> [Description of the task]: Every line in the material below that includes "Lane" should be copied.

> [Supplied records]:
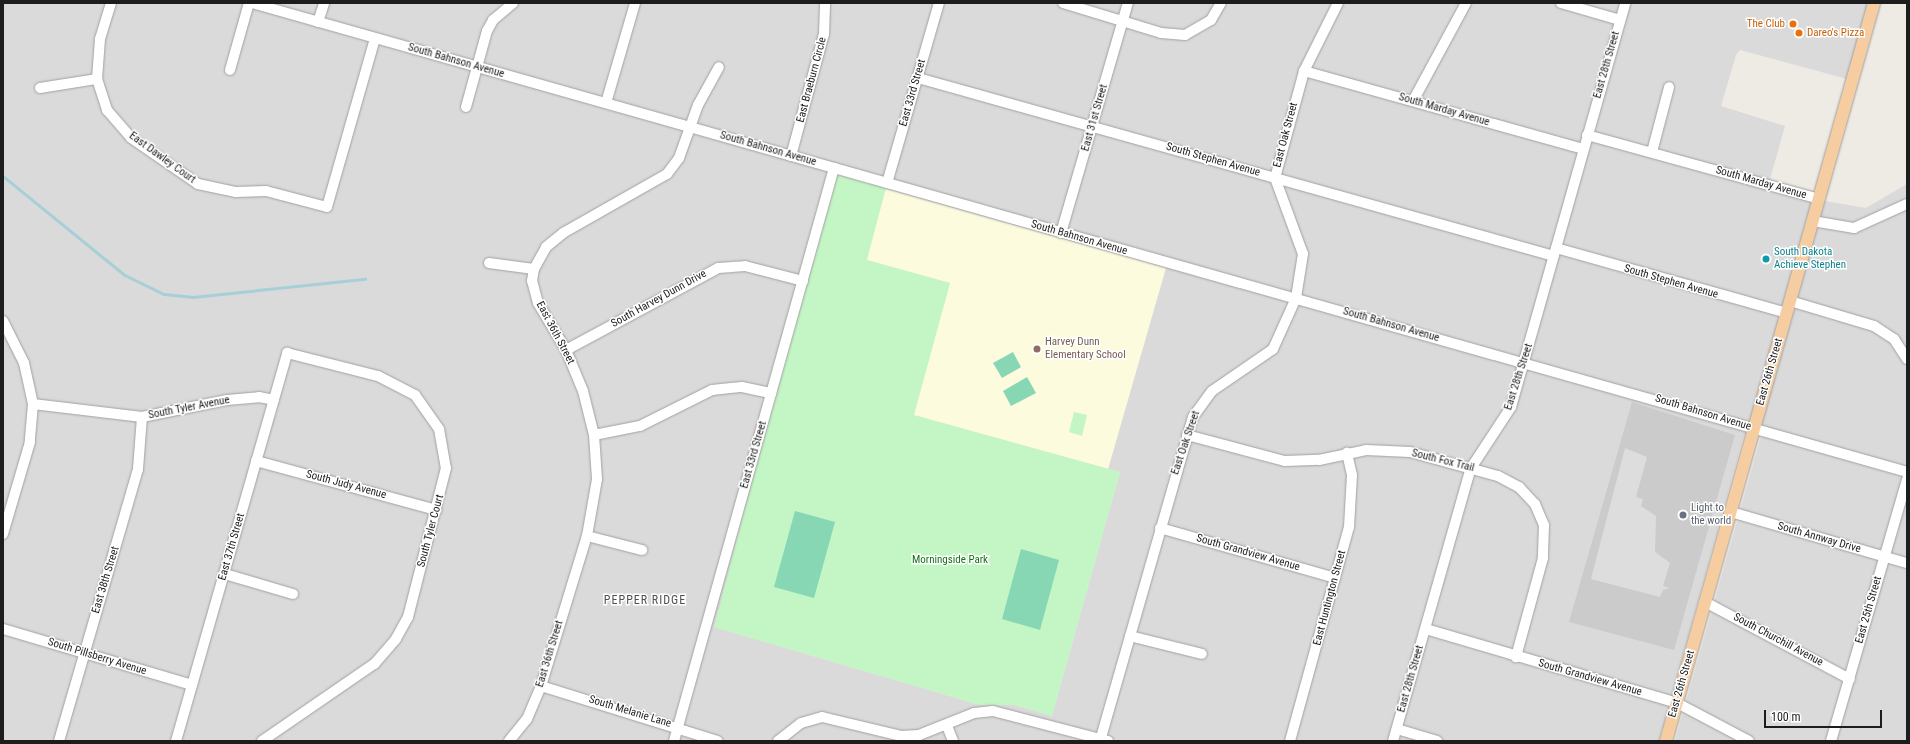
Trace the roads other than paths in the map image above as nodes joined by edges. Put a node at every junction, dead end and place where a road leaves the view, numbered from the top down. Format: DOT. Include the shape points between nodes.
graph roads {
  1 [pos="111,3"];
  2 [pos="250,3"];
  3 [pos="324,3"];
  4 [pos="513,3"];
  5 [pos="634,3"];
  6 [pos="825,3"];
  7 [pos="939,3"];
  8 [pos="1063,3"];
  9 [pos="1128,3"];
  10 [pos="1221,3"];
  11 [pos="1338,3"];
  12 [pos="1466,3"];
  13 [pos="1561,3"];
  14 [pos="1625,3"];
  15 [pos="1874,3"];
  16 [pos="1123,20"];
  17 [pos="1620,20"];
  18 [pos="318,22"];
  19 [pos="375,39"];
  20 [pos="476,67"];
  21 [pos="718,67"];
  22 [pos="230,70"];
  23 [pos="1304,71"];
  24 [pos="918,78"];
  25 [pos="97,79"];
  26 [pos="1669,87"];
  27 [pos="40,88"];
  28 [pos="1413,101"];
  29 [pos="606,103"];
  30 [pos="466,107"];
  31 [pos="1093,126"];
  32 [pos="689,127"];
  33 [pos="1587,135"];
  34 [pos="1583,149"];
  35 [pos="1652,152"];
  36 [pos="791,156"];
  37 [pos="834,168"];
  38 [pos="1275,178"];
  39 [pos="887,183"];
  40 [pos="1819,199"];
  41 [pos="1907,204"];
  42 [pos="1813,221"];
  43 [pos="1061,232"];
  44 [pos="1555,252"];
  45 [pos="489,263"];
  46 [pos="534,269"];
  47 [pos="803,281"];
  48 [pos="1296,298"];
  49 [pos="1790,301"];
  50 [pos="1787,313"];
  51 [pos="3,321"];
  52 [pos="566,350"];
  53 [pos="287,353"];
  54 [pos="1907,359"];
  55 [pos="1524,363"];
  56 [pos="771,393"];
  57 [pos="274,400"];
  58 [pos="33,404"];
  59 [pos="142,417"];
  60 [pos="1754,428"];
  61 [pos="594,435"];
  62 [pos="1187,435"];
  63 [pos="1347,453"];
  64 [pos="256,461"];
  65 [pos="1471,468"];
  66 [pos="1907,472"];
  67 [pos="1907,479"];
  68 [pos="436,510"];
  69 [pos="1731,512"];
  70 [pos="1160,528"];
  71 [pos="3,534"];
  72 [pos="587,536"];
  73 [pos="642,550"];
  74 [pos="1885,556"];
  75 [pos="1907,563"];
  76 [pos="225,574"];
  77 [pos="1335,578"];
  78 [pos="293,594"];
  79 [pos="1705,602"];
  80 [pos="3,628"];
  81 [pos="1426,629"];
  82 [pos="1130,636"];
  83 [pos="84,652"];
  84 [pos="1202,654"];
  85 [pos="1516,657"];
  86 [pos="1850,679"];
  87 [pos="192,685"];
  88 [pos="541,686"];
  89 [pos="1677,703"];
  90 [pos="947,726"];
  91 [pos="678,727"];
  92 [pos="1397,729"];
  93 [pos="1103,740"];
  94 [pos="59,741"];
  95 [pos="176,741"];
  96 [pos="262,741"];
  97 [pos="509,741"];
  98 [pos="674,741"];
  99 [pos="718,741"];
  100 [pos="778,741"];
  101 [pos="953,741"];
  102 [pos="1290,741"];
  103 [pos="1393,741"];
  104 [pos="1437,741"];
  105 [pos="1666,741"];
  106 [pos="1749,741"];
  107 [pos="1831,741"];
  1 -- 25 [label="street, East Dawley Court" via="100,39"];
  2 -- 18 [label="street, South Bahnson Avenue"];
  2 -- 22 [label="street"];
  3 -- 18 [label="street"];
  4 -- 20 [label="street" via="490,25"];
  5 -- 29 [label="street"];
  6 -- 36 [label="street, East Braeburn Circle" via="824,34"];
  7 -- 24 [label="street, East 33rd Street"];
  8 -- 16 [label="street"];
  9 -- 16 [label="street, East 31st Street"];
  10 -- 16 [label="street" via="1211,20 1185,35 1161,33"];
  11 -- 23 [label="street, East Oak Street"];
  12 -- 28 [label="street"];
  13 -- 17 [label="street"];
  14 -- 17 [label="street, East 28th Street"];
  15 -- 40 [label="main road, East 26th Street"];
  16 -- 31 [label="street, East 31st Street"];
  17 -- 33 [label="street, East 28th Street"];
  18 -- 19 [label="street, South Bahnson Avenue"];
  19 -- 20 [label="street, South Bahnson Avenue"];
  19 -- 25 [label="street, East Dawley Court" via="327,207 266,192 216,189 184,176 117,123 107,110"];
  20 -- 29 [label="street, South Bahnson Avenue"];
  20 -- 30 [label="street"];
  21 -- 32 [label="street, East 36th Street"];
  23 -- 28 [label="street, South Marday Avenue"];
  23 -- 38 [label="street, East Oak Street"];
  24 -- 31 [label="street, South Stephen Avenue"];
  24 -- 39 [label="street, East 33rd Street"];
  25 -- 27 [label="street"];
  26 -- 35 [label="street"];
  28 -- 34 [label="street, South Marday Avenue"];
  29 -- 32 [label="street, South Bahnson Avenue"];
  31 -- 38 [label="street, South Stephen Avenue"];
  31 -- 43 [label="street, East 31st Street"];
  32 -- 36 [label="street, South Bahnson Avenue"];
  32 -- 46 [label="street, East 36th Street" via="675,165 659,182 563,233 546,246"];
  33 -- 34 [label="street, East 28th Street"];
  33 -- 35 [label="street, South Marday Avenue"];
  34 -- 44 [label="street, East 28th Street"];
  35 -- 40 [label="street, South Marday Avenue"];
  36 -- 37 [label="street, South Bahnson Avenue"];
  37 -- 39 [label="street, South Bahnson Avenue"];
  37 -- 47 [label="street, East 33rd Street"];
  38 -- 44 [label="street, South Stephen Avenue"];
  38 -- 48 [label="street, East Oak Street" via="1303,254"];
  39 -- 43 [label="street, South Bahnson Avenue"];
  40 -- 42 [label="main road, East 26th Street"];
  41 -- 42 [label="street" via="1854,228"];
  42 -- 49 [label="main road, East 26th Street"];
  43 -- 48 [label="street, South Bahnson Avenue"];
  44 -- 50 [label="street, South Stephen Avenue"];
  44 -- 55 [label="street, East 28th Street"];
  45 -- 46 [label="street"];
  46 -- 52 [label="street, East 36th Street" via="532,281 538,303"];
  47 -- 52 [label="street, South Harvey Dunn Drive" via="745,266 718,268"];
  47 -- 56 [label="street, East 33rd Street"];
  48 -- 55 [label="street, South Bahnson Avenue"];
  48 -- 62 [label="street, East Oak Street" via="1273,349 1204,399"];
  49 -- 50 [label="main road, East 26th Street"];
  49 -- 54 [label="street" via="1874,326 1894,339"];
  50 -- 60 [label="main road, East 26th Street"];
  51 -- 58 [label="street" via="24,363"];
  52 -- 61 [label="street, East 36th Street" via="583,391"];
  53 -- 57 [label="street, East 37th Street"];
  53 -- 68 [label="street, South Tyler Court" via="378,376 415,395 439,429 445,449 446,468"];
  55 -- 60 [label="street, South Bahnson Avenue"];
  55 -- 65 [label="street, East 28th Street" via="1511,407"];
  56 -- 61 [label="street" via="742,387 712,390 640,426"];
  56 -- 91 [label="street, East 33rd Street"];
  57 -- 59 [label="street, South Tyler Avenue" via="259,397 227,400"];
  57 -- 64 [label="street, East 37th Street"];
  58 -- 59 [label="street, South Tyler Avenue"];
  58 -- 71 [label="street" via="30,442"];
  59 -- 83 [label="street, East 38th Street" via="138,469"];
  60 -- 66 [label="street, South Bahnson Avenue"];
  60 -- 69 [label="main road, East 26th Street"];
  61 -- 72 [label="street, East 36th Street" via="597,479"];
  62 -- 63 [label="street, South Fox Trail" via="1285,462 1319,460"];
  62 -- 70 [label="street, East Oak Street"];
  63 -- 65 [label="street, South Fox Trail" via="1366,450 1410,452"];
  63 -- 77 [label="street, East Huntington Street" via="1352,475 1353,502"];
  64 -- 68 [label="street, South Judy Avenue"];
  64 -- 76 [label="street, East 37th Street"];
  65 -- 81 [label="street, East 28th Street"];
  65 -- 85 [label="street, South Fox Trail" via="1519,487 1534,504 1544,525 1543,558"];
  67 -- 74 [label="street, East 25th Street"];
  68 -- 96 [label="street, South Tyler Court" via="408,616 396,639 374,664"];
  69 -- 74 [label="street, South Annway Drive"];
  69 -- 79 [label="main road, East 26th Street"];
  70 -- 77 [label="street, South Grandview Avenue"];
  70 -- 82 [label="street, East Oak Street"];
  72 -- 73 [label="street"];
  72 -- 88 [label="street, East 36th Street"];
  74 -- 75 [label="street, South Annway Drive"];
  74 -- 86 [label="street, East 25th Street"];
  76 -- 78 [label="street"];
  76 -- 87 [label="street, East 37th Street"];
  77 -- 102 [label="street, East Huntington Street"];
  79 -- 86 [label="street, South Churchill Avenue"];
  79 -- 89 [label="main road, East 26th Street"];
  80 -- 83 [label="street, South Pillsberry Avenue"];
  81 -- 85 [label="street, South Grandview Avenue"];
  81 -- 92 [label="street, East 28th Street"];
  82 -- 84 [label="street"];
  82 -- 93 [label="street, East Oak Street"];
  83 -- 87 [label="street, South Pillsberry Avenue"];
  83 -- 94 [label="street, East 38th Street"];
  85 -- 89 [label="street, South Grandview Avenue"];
  86 -- 107 [label="street, East 25th Street"];
  87 -- 95 [label="street, East 37th Street"];
  88 -- 91 [label="street, South Melanie Lane"];
  88 -- 97 [label="street, East 36th Street" via="527,719"];
  89 -- 105 [label="main road, East 26th Street"];
  89 -- 106 [label="street, South Grandview Avenue"];
  90 -- 93 [label="street" via="974,713 993,711"];
  90 -- 100 [label="street" via="919,735 901,736 822,717 801,722"];
  90 -- 101 [label="street"];
  91 -- 98 [label="street, East 33rd Street"];
  91 -- 99 [label="street, South Melanie Lane"];
  92 -- 103 [label="street, East 28th Street"];
  92 -- 104 [label="street"];
}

> [Answer below]:
  88 -- 91 [label="street, South Melanie Lane"];
  91 -- 99 [label="street, South Melanie Lane"];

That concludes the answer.